:: DIRECTIONS ::
Write out each line of the records that has "Медынская" in it.

:: DATASET RECORDS ::
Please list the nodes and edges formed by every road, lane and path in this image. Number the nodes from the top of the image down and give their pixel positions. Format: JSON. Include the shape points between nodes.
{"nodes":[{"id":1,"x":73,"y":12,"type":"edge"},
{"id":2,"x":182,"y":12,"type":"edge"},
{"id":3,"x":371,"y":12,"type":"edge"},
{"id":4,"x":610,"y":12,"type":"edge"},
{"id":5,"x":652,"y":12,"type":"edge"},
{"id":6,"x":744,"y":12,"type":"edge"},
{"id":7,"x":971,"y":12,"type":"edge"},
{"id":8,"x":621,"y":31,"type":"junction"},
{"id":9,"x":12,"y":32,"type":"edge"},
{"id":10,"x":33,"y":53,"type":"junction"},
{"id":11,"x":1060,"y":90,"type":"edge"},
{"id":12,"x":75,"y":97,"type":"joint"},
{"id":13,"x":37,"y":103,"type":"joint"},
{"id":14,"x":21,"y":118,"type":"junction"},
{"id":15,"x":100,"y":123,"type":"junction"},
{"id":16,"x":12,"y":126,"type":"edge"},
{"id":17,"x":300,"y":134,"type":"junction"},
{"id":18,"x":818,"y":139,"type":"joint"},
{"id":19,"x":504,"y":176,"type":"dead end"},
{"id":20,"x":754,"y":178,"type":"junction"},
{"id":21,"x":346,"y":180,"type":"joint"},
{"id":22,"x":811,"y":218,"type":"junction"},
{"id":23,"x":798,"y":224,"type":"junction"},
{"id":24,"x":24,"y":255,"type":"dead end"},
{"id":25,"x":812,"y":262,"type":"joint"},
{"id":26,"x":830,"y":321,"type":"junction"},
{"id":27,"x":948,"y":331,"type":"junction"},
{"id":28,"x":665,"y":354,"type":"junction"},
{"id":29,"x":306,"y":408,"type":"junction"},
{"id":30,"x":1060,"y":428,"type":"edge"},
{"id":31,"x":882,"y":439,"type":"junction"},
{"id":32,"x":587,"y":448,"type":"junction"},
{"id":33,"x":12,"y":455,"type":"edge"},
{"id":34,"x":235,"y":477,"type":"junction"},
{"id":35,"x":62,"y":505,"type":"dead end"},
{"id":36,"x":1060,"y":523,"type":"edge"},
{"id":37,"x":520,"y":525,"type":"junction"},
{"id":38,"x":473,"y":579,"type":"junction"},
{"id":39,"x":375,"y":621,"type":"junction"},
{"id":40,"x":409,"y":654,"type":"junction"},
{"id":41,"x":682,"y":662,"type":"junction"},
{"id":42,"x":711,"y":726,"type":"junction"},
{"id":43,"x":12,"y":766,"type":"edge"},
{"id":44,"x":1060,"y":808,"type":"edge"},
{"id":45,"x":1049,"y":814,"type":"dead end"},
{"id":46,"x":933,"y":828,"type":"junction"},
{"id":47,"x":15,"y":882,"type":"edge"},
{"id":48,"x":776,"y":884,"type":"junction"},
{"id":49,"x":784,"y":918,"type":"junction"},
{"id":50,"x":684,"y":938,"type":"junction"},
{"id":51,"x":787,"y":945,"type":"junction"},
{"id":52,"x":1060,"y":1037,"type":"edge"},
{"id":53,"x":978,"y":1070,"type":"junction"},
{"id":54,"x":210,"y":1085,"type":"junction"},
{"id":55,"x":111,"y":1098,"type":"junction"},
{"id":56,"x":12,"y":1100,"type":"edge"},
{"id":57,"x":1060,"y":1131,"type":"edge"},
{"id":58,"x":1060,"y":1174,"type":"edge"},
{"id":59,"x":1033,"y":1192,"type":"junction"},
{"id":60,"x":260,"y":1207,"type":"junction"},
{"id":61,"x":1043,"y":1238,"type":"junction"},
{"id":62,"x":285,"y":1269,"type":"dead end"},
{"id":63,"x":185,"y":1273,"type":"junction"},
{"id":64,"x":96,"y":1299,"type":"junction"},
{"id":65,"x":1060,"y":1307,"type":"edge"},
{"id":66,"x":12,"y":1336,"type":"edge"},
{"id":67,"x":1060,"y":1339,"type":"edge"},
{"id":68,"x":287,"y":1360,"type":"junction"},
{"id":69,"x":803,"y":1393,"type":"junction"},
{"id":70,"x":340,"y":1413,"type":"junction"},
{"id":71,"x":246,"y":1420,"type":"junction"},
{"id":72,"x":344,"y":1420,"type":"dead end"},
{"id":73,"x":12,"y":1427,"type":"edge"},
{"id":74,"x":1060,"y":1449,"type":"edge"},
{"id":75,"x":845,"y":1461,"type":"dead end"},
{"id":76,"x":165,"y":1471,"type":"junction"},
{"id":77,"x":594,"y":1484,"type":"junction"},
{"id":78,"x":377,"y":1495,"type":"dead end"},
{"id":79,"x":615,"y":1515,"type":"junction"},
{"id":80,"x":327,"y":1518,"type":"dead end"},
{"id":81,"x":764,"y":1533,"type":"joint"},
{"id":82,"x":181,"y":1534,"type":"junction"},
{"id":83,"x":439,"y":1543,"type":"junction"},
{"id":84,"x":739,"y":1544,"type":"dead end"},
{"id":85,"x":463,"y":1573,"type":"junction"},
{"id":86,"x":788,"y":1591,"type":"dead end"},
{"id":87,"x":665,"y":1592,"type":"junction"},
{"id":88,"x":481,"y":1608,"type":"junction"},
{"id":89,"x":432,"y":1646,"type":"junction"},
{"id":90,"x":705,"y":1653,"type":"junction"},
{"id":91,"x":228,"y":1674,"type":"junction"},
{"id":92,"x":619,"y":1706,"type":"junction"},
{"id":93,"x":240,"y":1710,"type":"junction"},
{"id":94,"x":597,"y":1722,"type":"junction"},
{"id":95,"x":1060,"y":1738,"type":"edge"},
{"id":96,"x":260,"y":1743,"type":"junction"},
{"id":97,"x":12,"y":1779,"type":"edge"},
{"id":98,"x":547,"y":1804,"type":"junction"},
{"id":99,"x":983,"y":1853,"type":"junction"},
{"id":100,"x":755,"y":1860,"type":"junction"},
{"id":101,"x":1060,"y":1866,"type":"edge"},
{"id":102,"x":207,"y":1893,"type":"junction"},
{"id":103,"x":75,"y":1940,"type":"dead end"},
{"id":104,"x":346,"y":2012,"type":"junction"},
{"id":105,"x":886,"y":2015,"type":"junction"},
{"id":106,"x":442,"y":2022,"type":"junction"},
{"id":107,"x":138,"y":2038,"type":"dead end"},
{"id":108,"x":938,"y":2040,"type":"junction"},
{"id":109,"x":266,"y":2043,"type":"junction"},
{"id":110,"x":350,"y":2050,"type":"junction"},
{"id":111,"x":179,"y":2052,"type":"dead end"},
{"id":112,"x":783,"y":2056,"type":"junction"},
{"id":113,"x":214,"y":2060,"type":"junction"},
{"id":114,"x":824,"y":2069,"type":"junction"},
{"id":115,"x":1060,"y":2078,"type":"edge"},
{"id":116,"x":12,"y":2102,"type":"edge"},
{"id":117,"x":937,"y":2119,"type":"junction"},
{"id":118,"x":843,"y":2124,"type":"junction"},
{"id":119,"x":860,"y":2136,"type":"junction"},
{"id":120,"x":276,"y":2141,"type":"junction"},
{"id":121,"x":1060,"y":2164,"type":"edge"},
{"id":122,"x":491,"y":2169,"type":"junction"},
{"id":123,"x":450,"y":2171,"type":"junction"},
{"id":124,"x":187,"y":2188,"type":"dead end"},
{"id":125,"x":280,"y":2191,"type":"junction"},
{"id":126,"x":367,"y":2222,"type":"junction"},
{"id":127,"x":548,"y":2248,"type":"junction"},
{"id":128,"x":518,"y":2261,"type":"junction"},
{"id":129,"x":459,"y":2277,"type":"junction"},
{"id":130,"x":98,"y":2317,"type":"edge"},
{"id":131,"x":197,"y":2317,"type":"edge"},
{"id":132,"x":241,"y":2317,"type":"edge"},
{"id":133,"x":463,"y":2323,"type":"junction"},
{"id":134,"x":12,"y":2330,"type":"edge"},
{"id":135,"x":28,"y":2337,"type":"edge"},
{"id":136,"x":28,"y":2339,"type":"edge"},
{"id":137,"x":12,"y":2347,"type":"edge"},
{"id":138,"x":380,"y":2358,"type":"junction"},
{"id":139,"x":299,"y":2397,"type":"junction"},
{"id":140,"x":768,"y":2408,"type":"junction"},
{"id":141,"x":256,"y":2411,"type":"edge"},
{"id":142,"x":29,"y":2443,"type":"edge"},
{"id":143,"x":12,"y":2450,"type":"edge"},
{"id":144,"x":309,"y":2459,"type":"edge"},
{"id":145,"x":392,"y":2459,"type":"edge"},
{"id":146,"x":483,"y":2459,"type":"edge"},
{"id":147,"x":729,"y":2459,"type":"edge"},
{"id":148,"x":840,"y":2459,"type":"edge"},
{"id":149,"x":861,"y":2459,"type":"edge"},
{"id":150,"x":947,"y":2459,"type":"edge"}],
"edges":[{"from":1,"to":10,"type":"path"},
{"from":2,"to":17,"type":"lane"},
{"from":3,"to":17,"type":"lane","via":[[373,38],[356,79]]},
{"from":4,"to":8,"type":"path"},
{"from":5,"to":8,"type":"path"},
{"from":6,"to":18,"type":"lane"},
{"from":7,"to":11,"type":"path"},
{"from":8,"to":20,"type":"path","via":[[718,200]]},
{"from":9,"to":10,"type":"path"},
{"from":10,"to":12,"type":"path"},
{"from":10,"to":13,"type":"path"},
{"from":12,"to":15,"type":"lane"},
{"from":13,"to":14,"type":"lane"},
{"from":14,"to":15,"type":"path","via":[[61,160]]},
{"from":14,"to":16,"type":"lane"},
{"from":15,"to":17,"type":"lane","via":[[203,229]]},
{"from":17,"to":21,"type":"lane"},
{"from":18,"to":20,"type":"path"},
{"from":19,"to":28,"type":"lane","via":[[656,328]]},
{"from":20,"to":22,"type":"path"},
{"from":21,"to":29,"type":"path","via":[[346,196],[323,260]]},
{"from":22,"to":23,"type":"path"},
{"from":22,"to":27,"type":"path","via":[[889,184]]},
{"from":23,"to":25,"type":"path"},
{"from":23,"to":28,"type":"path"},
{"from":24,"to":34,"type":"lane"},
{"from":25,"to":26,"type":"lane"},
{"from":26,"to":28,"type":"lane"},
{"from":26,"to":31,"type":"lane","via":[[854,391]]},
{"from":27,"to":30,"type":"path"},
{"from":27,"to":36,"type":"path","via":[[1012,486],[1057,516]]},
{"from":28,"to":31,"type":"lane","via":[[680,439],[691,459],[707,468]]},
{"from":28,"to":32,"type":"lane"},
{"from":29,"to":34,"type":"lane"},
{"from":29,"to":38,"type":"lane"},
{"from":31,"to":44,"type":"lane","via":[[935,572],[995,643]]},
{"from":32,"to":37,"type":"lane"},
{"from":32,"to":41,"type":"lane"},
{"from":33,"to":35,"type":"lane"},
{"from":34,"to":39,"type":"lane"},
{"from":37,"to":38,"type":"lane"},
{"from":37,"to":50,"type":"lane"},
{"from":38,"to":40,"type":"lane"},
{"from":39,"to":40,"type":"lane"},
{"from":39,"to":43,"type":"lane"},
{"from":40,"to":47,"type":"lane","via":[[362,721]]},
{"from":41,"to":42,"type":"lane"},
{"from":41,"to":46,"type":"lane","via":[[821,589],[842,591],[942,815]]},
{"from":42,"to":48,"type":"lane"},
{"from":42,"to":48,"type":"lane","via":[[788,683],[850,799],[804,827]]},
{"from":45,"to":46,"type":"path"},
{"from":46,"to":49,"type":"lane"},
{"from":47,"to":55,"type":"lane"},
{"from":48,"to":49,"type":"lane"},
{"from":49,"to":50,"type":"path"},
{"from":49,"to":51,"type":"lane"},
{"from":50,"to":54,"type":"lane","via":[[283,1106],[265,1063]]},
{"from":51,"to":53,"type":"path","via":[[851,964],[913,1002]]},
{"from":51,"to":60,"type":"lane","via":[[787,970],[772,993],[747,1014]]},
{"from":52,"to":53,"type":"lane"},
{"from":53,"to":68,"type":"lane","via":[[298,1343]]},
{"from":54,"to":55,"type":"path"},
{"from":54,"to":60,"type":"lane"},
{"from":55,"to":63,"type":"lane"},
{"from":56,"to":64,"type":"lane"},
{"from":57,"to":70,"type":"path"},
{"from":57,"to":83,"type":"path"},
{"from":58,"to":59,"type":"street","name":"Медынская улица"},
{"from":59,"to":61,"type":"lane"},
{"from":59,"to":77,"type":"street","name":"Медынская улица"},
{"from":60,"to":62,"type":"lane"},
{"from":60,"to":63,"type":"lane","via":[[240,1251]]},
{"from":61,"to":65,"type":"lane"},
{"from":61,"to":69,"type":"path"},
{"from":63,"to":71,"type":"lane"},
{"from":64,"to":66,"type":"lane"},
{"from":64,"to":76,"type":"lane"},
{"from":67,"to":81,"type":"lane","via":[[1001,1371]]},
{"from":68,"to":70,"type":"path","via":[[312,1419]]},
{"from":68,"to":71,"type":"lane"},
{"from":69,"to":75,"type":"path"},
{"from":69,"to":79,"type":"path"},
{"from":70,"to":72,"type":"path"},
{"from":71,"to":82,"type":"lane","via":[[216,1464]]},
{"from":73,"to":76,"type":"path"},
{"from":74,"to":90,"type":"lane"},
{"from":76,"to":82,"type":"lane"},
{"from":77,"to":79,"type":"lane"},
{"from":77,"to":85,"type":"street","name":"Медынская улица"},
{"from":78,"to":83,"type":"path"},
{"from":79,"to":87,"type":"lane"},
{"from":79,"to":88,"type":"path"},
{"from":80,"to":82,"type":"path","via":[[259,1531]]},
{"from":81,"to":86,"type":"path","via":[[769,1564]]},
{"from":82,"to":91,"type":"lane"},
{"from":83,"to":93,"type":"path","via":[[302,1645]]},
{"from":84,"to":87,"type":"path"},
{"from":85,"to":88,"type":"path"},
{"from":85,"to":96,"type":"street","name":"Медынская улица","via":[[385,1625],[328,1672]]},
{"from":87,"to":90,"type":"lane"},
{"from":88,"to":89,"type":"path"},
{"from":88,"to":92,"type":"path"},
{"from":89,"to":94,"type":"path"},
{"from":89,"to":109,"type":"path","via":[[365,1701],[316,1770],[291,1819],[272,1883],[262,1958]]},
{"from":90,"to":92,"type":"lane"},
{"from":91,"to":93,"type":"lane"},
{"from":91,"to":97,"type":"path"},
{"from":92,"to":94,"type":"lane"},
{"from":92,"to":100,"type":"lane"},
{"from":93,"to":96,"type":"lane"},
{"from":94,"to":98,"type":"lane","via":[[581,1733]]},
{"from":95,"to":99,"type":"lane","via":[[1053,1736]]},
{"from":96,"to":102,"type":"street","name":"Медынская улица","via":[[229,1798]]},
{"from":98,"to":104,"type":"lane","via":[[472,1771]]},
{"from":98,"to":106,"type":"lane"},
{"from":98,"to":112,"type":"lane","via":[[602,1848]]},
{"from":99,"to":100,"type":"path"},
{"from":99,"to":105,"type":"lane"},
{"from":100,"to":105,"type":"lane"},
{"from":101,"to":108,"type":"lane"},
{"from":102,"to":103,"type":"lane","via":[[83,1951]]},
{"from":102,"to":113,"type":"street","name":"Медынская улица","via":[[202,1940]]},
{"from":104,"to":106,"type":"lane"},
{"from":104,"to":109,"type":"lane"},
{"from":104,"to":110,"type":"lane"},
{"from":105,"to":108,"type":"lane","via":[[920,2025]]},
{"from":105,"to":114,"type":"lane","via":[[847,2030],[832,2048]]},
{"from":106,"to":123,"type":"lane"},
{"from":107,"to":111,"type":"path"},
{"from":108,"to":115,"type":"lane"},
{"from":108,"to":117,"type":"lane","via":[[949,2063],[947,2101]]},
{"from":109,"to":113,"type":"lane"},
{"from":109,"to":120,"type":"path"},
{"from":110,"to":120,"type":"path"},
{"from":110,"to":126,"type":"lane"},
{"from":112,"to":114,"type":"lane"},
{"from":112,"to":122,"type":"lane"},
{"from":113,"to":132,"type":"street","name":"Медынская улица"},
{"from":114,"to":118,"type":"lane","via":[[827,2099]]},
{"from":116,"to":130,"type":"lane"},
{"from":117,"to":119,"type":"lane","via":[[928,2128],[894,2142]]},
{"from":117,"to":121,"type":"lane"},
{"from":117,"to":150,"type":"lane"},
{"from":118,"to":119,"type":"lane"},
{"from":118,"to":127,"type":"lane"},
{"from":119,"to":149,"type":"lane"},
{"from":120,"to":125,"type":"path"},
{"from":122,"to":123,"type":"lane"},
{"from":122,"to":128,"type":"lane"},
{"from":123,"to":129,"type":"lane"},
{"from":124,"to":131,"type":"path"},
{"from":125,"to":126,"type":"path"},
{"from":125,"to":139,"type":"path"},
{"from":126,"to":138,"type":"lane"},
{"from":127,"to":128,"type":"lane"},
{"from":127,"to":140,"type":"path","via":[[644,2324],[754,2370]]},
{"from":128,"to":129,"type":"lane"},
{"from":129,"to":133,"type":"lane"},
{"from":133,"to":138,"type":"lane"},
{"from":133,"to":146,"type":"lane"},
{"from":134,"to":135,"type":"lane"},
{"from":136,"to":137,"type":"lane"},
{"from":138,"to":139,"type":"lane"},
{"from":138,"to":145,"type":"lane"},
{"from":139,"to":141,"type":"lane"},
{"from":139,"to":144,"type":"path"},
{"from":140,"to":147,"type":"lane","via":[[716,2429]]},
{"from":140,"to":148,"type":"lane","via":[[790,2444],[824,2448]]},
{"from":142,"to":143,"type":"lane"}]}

:: ANSWER FOR THIS EXERCISE ::
{"from":58,"to":59,"type":"street","name":"Медынская улица"},
{"from":59,"to":77,"type":"street","name":"Медынская улица"},
{"from":77,"to":85,"type":"street","name":"Медынская улица"},
{"from":85,"to":96,"type":"street","name":"Медынская улица","via":[[385,1625],[328,1672]]},
{"from":96,"to":102,"type":"street","name":"Медынская улица","via":[[229,1798]]},
{"from":102,"to":113,"type":"street","name":"Медынская улица","via":[[202,1940]]},
{"from":113,"to":132,"type":"street","name":"Медынская улица"},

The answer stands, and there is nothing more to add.